Metabolomic Pathway Analysis, shortened to MetPA, is a freely available, user-friendly web server to assist with the identification analysis and visualization of metabolic pathways using metabolomic data. MetPA makes use of advances originally developed for pathway analysis in microarray experiments and applies those principles and concepts to the analysis of metabolic pathways. For input, MetPA expects either a list of compound names (identified as statistically significant or significant perturbed) or a metabolite concentration table with phenotypic labels (i.e. sick vs. healthy). The list of compounds can include common names, HMDB IDs or KEGG IDs with one compound per row. Compound concentration tables must have samples in rows and compounds in columns. MetPA's output is a series of tables indicating which pathways are significantly enriched (along with accompanying statistics) as well as a variety of graphs or pathway maps illustrating where and how certain pathways were enriched. MetPA's graphical output uses a colorful Google-Maps visualization system that allows simple, intuitive data exploration that lets users employ a computer mouse or track pad to select, drag and place images and to seamlessly zoom in and out. Users can explore MetPA's output using three different views or levels: 1) a metabolome view; 2) a pathway view; 3) a compound view.

==MetPA Details==
As noted above MetPA performs two types of pathway analysis: 1) Pathway (or Metabolite Set) Enrichment Analysis; and 2) Pathway Topological Analysis. Pathway Enrichment Analysis (which is similar to MSEA) identifies which metabolic pathways have compounds (from the input lists) that are over-represented and have significant perturbations to their concentrations. MetPA uses a number of robust statistical measures to identify which metabolites (and therefore which pathways) are over-represented. Pathway Topological Analysis measures the centrality of a metabolite in a metabolic network or a metabolic pathway. Central or highly important metabolites are “hubs”, located in the center of a metabolic pathway or process. MetPA employs a number of topological assessment tools to measure centrality or “hubness” in an objective manner (called Pathway Impact). Pathway impact is a combination of the centrality and pathway enrichment results. It is calculated adding up the importance measures of each of the matched metabolites and then dividing by the sum of the importance measures of all metabolites in each pathway.

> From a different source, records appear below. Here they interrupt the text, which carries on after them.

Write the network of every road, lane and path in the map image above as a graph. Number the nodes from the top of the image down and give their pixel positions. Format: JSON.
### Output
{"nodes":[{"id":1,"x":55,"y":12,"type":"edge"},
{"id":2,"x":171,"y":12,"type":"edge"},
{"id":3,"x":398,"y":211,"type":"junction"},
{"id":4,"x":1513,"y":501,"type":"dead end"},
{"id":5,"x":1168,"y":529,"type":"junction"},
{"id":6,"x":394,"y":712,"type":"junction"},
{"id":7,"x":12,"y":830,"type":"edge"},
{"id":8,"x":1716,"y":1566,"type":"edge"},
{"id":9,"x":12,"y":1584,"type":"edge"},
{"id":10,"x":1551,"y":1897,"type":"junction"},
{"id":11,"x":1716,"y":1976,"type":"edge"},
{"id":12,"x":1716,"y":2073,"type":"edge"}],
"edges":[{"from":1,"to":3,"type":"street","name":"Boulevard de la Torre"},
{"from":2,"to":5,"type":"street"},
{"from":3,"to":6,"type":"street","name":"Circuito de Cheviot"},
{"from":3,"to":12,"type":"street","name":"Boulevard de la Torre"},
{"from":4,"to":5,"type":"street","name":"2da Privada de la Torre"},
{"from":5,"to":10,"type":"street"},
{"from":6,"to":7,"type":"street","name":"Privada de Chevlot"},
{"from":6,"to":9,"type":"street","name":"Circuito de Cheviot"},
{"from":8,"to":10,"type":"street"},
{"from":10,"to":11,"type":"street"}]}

To begin a session on MetPA users must first have a list of significant compounds derived from a metabolomic tests or compounds and concentration data with information about the phenotype of the organisms under study. The list of compounds can include common names, HMDB IDs or KEGG IDs with one compound per row. Compound concentration tables must have samples in rows and compounds in columns. Once the data is uploaded to MetPA users must choose the organism with which the pathway analysis will be done. Ideally the metabolomic data should be from one of the 15 model organisms listed in the MetPA organism menu. If the organism of interest is not listed, then users may choose a closely related organism. If none of the organisms are thought to be sufficiently close, then users may inquire with the web site developers to see if the organism may be added. Central to the operation of MetPA is its library of metabolic pathways for different model organisms. These were assembled from the KEGG database which were separated into graphical models using the KEGGgraph package. The current MetPA collection contains more than 1170 different metabolic pathways derived from 15 model organisms covering mammals (Humans, Mouse, Rat, Cow, Chicken), fish (Zebrafish), plants (Arabidopsis, Rice) insects (Drosophila) and microbes (Yeast, Escherichia coli, Bacillus subtilis, Staphylococcus aureus, Pseudomonas putida, and Thermotoga maritima.). To simplify viewing and navigation on the server, and to assist with the topological analyses, all the KEGG pathways in MetPA are presented as a network with metabolites serving as nodes and reactions as edges. MetPA provides an extensive tutorial explaining how to upload data and how interpret its output. In 2011 MetPA functions were expanded and integrated into MetaboAnalyst. This integration allows users to perform a more complete analysis and to link to other data processing and data interpretation functions available through MetaboAnalyst.